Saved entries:
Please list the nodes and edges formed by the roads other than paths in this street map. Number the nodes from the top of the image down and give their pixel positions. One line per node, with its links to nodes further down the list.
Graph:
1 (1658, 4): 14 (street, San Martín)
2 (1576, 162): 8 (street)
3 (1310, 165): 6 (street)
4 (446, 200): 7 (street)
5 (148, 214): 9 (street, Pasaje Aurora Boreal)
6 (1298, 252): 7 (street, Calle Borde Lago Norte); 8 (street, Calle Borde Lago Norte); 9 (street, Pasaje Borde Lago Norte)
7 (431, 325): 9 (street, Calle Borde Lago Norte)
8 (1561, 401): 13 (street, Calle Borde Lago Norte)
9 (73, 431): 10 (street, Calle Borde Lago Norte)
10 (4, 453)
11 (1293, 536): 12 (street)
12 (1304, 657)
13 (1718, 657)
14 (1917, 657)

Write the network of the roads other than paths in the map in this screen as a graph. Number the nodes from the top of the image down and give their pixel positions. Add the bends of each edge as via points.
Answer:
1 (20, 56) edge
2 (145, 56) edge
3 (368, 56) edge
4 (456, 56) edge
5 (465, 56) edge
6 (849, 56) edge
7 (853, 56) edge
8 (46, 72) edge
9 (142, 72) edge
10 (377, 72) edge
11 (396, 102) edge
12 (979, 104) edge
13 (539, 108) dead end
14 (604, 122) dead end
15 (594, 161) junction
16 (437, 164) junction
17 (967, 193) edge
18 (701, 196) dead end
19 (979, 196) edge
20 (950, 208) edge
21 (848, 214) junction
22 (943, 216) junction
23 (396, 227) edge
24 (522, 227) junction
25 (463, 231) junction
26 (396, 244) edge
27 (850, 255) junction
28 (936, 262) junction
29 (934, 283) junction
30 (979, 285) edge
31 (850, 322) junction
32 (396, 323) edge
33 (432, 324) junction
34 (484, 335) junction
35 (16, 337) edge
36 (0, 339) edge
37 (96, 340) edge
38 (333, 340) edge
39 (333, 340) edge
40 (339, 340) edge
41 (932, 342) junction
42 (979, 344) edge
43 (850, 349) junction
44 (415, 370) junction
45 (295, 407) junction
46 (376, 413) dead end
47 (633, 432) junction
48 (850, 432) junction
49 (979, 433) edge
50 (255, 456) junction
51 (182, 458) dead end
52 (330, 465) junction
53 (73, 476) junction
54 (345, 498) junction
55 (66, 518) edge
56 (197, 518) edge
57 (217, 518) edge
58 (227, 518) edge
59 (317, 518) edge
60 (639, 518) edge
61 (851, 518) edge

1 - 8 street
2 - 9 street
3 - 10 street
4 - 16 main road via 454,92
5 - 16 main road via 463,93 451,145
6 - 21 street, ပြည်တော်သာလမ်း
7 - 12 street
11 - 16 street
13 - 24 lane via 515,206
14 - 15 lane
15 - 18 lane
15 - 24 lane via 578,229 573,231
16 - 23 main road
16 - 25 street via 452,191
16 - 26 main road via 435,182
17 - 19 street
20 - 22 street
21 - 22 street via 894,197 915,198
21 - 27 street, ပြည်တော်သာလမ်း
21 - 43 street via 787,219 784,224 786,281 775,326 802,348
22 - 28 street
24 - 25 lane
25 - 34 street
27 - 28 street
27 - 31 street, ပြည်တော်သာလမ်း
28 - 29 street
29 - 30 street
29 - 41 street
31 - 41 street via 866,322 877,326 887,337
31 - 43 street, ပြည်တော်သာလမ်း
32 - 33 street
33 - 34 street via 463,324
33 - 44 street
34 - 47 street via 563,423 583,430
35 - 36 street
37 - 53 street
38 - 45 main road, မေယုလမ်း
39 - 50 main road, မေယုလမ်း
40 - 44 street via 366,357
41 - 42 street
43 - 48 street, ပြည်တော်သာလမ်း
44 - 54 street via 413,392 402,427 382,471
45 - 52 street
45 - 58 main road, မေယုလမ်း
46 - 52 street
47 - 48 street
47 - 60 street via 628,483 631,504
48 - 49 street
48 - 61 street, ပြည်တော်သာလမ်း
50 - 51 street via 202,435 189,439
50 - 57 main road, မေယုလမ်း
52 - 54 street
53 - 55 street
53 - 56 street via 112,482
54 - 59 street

*Required action*
Check each line of the entries above, and show every one holding the word "main".

*Task output*
4 - 16 main road via 454,92
5 - 16 main road via 463,93 451,145
16 - 23 main road
16 - 26 main road via 435,182
38 - 45 main road, မေယုလမ်း
39 - 50 main road, မေယုလမ်း
45 - 58 main road, မေယုလမ်း
50 - 57 main road, မေယုလမ်း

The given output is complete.